Un esponente di Base Riformista è fiducioso: “Se scriviamo che siamo per un multilateralismo democratico e che si deve far funzionare meglio la cooperazione internazionale credo che non ci saranno problemi”. Significa comunque eliminare la parola “riarmo”, che nel 2007 compariva al punto 7: “Stiamo assistendo a drammatiche turbolenze degli ordini politici internazionali, che vanno ridisegnati e messi in grado di prendere grandi decisioni collettive. La conseguenza è che questo vuoto di governo alimenta sempre nuovi conflitti e nuove corse al riarmo, compresa una proliferazione degli arsenali atomici”.
Tra gli 87 saggi non manca chi, in questi mesi, a costo di discostarsi dalla linea del partito, si è detto a disagio per il previsto aumento delle spese militari: Graziano Delrio, Paolo Ciani, Laura Boldrini, Sandro Ruotolo. Adesso si divideranno tutti in quattro gruppi tematici (lavoro; diritti e welfare; l’italia nell’europa e nel mondo; democrazia e partecipazione) e poi i nodi andranno sciolti. Le premesse non sono buone e basta scorrere le dichiarazioni dopo la prima riunione. Se qualcuno, come Loredana Capone (presidente del Consiglio in Regione Puglia) insiste sulla “lotta alle disuguaglianze” e assicura che “troveremo un filo rosso che ci unisce tutti”, in molti scuotono la testa. L’ex deputato Stefano Ceccanti parla di “falsa partenza” e lamenta i toni di chi “ha voluto creare uno scontro tra mozioni invece che partecipare a una costituente”: “Il mandato è di proporre all’assemblea di aggiornare un Manifesto da guardare comunque con rispetto a di azzerarlo ritenendolo da cestinare in blocco?”. Il riferimento è a chi, come la politologa Nadia Urbinati, ha avuto toni duri nei confronti di un testo definito “bolso e indigeribile”. Critiche riprese da Roberto Speranza (“Il Pd deve espungere il liberismo al suo interno”) e Andrea Orlando, che ha fatto autocritica sul Manifesto del 2007 soprattutto rispetto al lavoro, denunciando un’impostazione “ordoliberista”: “Ho ammesso che nel 2007 sbagliammo l’analisi sulla globalizzazione – ha twittato ieri Orlando – È l’autocritica che sta facendo per via teorica o nei fatti quasi tutta la sinistra nel mondo. Qui da noi non si può? Non si deve? Disturba?”.

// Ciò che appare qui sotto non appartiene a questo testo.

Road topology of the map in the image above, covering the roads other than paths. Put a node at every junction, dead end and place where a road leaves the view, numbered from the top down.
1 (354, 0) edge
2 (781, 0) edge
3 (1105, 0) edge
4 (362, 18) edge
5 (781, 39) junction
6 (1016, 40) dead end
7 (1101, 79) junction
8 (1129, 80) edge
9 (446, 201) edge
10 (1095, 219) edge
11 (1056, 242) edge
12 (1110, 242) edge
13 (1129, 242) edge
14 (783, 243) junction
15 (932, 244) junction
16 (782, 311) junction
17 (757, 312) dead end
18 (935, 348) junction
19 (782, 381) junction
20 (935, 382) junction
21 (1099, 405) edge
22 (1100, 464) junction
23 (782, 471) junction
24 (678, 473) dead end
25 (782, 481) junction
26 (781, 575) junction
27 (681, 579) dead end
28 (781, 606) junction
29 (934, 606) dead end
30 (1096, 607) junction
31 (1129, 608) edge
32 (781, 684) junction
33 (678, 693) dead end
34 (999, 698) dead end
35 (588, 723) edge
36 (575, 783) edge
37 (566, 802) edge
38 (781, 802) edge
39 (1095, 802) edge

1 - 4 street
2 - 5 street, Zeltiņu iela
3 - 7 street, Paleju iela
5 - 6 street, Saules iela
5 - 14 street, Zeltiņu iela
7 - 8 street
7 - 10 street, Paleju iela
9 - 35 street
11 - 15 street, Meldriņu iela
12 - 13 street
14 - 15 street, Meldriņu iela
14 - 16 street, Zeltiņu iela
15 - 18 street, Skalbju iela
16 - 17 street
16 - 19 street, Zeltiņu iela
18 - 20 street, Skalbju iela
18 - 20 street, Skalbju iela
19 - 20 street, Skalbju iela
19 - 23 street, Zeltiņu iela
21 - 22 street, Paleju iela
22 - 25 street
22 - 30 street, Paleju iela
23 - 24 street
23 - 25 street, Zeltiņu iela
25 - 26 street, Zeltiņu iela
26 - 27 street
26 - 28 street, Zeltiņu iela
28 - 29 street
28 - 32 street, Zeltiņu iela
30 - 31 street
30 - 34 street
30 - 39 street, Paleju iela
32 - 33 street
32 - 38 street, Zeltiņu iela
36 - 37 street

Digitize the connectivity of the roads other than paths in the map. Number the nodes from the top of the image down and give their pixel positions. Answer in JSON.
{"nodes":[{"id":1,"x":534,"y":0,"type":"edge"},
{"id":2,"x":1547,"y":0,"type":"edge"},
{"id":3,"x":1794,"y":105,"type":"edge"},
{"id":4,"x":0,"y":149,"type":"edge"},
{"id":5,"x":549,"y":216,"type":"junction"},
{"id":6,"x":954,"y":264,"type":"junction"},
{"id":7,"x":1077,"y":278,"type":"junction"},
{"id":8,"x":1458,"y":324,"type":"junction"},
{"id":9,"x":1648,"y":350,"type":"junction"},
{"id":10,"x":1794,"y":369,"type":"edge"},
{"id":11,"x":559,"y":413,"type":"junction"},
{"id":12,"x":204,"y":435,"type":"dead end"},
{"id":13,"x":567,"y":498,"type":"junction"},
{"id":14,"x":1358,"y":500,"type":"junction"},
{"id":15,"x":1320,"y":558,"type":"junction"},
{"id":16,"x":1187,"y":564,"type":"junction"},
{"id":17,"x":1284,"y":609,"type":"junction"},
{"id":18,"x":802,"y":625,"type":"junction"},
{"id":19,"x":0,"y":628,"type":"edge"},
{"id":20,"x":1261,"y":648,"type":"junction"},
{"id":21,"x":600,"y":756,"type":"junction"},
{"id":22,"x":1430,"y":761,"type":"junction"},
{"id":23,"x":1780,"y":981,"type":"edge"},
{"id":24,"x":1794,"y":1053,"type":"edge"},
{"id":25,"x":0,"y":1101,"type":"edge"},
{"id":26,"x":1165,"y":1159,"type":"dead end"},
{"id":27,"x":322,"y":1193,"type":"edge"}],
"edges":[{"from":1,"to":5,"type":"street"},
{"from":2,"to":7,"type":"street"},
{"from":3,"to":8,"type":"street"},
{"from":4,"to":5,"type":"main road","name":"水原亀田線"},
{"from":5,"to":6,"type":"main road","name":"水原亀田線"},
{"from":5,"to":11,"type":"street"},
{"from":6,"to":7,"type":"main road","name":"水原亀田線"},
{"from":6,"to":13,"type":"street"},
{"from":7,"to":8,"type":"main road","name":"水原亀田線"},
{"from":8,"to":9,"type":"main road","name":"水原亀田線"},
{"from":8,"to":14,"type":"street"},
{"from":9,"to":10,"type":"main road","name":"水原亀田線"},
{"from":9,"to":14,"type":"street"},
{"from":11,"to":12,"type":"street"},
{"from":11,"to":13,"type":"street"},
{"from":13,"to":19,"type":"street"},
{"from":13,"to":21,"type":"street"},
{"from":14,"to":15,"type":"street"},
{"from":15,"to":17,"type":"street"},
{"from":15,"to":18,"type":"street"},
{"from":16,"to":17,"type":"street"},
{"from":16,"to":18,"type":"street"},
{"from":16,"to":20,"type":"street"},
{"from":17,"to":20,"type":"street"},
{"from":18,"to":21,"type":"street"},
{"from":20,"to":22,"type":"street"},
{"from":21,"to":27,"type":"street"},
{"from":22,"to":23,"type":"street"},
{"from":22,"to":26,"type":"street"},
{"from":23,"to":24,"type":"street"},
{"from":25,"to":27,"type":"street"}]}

LA DOMANDA è retorica, a giudicare dagli attacchi all’ex ministro. C’è Debora Serracchiani, secondo cui “il Manifesto del 2007 non può essere buttato via, perché è una base di innovazione”. Ancora più diretto il tesoriere Walter Verini: “Alcuni interventi mi sono parsi singolari per approssimazione e superficialità. Serve un approccio più laico, senza pulsioni rottamatrici”. Così pure Alfredo Bazoli: “Per correggere le nostre politiche occorre per forza fare abiura e buttare a mare il Pd e tutto ciò che abbiamo fatto?”. Posizione opposta a quella di Peppe Provenzano, un altro degli 87: “Dal 2007 il mondo è stato stravolto da crisi epocali: recessione, emergenza climatica, pandemia, guerra. Ma oggi scopriamo che non si può scrivere un nuovo manifesto e va bene quello che si diceva allora. Pretesa singolare in un congresso costituente”. E mentre oggi Dario Nardella formalizzerà il proprio sostegno alla candidatura di Stefano Bonaccini, Elly Schlein a Otto e mezzo conferma che domani a Roma “darà disponibilità ad andare avanti nel congresso”, cioè a candidarsi. Ma l’aria che tira nel partito la fa capire il sindaco di Bergamo, Giorgio Gori, all’huffington Post: “Se vincesse Schlein, potrei lasciare il Pd”. Quale clima migliore per un congresso.